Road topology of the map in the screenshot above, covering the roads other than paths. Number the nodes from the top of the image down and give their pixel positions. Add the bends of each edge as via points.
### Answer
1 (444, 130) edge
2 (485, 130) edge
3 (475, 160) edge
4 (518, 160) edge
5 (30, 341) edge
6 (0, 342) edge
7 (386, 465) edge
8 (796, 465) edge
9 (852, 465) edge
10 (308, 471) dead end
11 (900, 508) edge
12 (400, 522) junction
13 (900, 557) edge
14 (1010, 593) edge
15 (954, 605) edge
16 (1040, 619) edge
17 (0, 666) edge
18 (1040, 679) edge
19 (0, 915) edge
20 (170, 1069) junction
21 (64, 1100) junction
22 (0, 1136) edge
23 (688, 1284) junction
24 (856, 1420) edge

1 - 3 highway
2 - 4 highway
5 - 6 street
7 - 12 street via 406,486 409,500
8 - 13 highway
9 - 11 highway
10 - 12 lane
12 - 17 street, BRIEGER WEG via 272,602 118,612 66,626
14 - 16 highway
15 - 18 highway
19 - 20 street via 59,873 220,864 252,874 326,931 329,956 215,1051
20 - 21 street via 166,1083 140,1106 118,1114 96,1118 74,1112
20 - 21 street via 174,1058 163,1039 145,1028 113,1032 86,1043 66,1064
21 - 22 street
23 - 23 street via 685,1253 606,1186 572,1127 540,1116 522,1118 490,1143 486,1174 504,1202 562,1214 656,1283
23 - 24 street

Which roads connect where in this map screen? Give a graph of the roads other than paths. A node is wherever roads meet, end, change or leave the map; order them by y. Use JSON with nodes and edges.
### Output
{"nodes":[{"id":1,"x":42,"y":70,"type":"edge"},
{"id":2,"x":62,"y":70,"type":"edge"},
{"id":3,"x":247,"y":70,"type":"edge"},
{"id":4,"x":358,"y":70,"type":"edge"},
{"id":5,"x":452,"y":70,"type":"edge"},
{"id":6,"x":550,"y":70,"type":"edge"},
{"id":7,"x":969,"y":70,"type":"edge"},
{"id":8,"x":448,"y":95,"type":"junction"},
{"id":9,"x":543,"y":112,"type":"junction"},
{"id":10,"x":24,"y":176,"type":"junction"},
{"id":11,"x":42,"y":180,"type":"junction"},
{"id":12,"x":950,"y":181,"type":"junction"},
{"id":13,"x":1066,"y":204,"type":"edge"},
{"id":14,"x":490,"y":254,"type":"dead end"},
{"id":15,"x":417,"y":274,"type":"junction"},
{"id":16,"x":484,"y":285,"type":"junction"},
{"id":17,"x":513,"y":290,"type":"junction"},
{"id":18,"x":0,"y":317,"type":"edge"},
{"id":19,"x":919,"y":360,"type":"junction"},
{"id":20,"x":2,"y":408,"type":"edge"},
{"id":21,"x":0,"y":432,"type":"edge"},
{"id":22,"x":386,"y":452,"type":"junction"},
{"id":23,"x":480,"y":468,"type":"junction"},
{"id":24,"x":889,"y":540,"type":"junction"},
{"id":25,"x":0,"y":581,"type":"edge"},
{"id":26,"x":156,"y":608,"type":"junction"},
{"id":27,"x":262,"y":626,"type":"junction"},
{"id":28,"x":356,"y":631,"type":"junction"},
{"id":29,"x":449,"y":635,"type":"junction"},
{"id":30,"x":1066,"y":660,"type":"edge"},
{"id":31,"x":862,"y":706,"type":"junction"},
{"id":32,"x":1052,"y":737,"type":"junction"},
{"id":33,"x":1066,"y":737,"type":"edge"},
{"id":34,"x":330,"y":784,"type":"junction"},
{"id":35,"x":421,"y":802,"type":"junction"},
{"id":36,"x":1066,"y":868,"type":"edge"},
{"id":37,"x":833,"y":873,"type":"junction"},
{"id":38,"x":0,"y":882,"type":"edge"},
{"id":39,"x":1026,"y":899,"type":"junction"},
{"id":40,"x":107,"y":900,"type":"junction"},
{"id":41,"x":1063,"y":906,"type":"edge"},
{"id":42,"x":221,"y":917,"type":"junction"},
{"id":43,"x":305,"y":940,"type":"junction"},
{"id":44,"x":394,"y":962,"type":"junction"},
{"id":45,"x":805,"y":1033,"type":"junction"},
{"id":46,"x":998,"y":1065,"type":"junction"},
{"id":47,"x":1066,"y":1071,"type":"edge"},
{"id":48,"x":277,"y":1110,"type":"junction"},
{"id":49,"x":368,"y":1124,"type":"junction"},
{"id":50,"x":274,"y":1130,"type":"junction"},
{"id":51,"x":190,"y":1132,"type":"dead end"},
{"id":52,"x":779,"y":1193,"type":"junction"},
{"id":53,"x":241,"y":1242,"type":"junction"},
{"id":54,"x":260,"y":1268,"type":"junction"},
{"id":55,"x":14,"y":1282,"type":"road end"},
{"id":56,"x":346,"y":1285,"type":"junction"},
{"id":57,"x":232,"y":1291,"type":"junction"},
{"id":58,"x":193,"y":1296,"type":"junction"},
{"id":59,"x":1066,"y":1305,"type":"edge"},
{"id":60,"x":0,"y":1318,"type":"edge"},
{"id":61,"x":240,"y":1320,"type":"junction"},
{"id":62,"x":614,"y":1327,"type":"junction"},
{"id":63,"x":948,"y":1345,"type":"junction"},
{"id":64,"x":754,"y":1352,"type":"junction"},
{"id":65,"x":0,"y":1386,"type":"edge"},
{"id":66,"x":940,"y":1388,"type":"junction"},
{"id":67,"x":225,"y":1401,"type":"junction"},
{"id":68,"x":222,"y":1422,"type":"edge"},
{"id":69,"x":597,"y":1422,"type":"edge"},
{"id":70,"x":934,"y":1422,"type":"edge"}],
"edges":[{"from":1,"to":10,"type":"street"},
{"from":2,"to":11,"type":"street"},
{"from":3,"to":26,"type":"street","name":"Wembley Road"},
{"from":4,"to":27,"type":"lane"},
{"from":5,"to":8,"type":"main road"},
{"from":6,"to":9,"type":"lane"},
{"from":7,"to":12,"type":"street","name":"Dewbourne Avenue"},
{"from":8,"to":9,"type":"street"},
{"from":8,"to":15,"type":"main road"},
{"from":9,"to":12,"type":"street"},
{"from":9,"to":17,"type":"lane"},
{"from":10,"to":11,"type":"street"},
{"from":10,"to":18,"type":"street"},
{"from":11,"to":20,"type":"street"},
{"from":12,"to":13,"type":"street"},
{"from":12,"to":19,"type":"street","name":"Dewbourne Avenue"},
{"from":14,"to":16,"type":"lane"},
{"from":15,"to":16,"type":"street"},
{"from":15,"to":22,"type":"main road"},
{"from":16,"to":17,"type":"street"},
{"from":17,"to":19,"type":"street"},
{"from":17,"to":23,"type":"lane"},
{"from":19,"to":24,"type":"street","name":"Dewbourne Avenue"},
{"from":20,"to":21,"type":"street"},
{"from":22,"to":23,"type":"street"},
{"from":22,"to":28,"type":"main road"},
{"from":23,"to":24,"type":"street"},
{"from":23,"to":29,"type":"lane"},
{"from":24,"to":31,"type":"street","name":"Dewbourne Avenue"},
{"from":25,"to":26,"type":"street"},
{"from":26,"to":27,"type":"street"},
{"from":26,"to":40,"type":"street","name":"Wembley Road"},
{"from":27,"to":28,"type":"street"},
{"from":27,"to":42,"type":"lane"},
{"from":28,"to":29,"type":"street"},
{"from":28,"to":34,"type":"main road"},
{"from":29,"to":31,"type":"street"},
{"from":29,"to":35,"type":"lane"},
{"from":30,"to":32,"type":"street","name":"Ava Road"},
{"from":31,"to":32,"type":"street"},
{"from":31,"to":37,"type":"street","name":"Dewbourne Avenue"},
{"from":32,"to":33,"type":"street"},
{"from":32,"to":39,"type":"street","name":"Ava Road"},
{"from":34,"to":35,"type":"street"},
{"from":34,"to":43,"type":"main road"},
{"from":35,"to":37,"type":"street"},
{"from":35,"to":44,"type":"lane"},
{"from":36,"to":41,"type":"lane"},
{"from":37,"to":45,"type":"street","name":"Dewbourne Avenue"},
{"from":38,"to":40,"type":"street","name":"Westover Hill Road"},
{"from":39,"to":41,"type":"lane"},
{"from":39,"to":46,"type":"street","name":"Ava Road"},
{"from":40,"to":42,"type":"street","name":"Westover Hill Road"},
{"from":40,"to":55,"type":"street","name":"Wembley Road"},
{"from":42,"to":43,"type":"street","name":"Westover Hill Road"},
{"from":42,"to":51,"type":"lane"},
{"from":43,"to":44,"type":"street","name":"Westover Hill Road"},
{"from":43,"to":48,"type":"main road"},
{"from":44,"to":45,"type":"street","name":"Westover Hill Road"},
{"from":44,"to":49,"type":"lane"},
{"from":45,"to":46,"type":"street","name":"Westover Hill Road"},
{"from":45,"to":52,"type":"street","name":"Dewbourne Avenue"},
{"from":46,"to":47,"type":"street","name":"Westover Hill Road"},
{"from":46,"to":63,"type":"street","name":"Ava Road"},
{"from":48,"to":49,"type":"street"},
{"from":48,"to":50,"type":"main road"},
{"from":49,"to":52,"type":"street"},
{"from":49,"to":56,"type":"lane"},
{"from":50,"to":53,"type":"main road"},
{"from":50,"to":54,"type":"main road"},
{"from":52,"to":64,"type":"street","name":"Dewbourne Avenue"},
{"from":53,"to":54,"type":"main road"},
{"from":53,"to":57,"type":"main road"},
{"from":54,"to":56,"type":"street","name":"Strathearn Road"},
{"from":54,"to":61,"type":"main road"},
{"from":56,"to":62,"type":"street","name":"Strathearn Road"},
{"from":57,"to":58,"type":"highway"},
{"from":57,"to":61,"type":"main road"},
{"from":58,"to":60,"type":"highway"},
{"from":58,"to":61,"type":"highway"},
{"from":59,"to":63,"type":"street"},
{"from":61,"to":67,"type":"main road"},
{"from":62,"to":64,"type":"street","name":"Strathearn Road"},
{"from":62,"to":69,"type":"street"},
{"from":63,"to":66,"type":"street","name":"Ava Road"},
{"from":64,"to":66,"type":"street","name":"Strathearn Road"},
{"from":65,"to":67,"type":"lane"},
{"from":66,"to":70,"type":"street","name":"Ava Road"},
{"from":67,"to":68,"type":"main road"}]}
______________________________
• [The task] Going through the data above, return each line with the word "dead".

• [Problem solution]
10 (308, 471) dead end
{"id":14,"x":490,"y":254,"type":"dead end"},
{"id":51,"x":190,"y":1132,"type":"dead end"},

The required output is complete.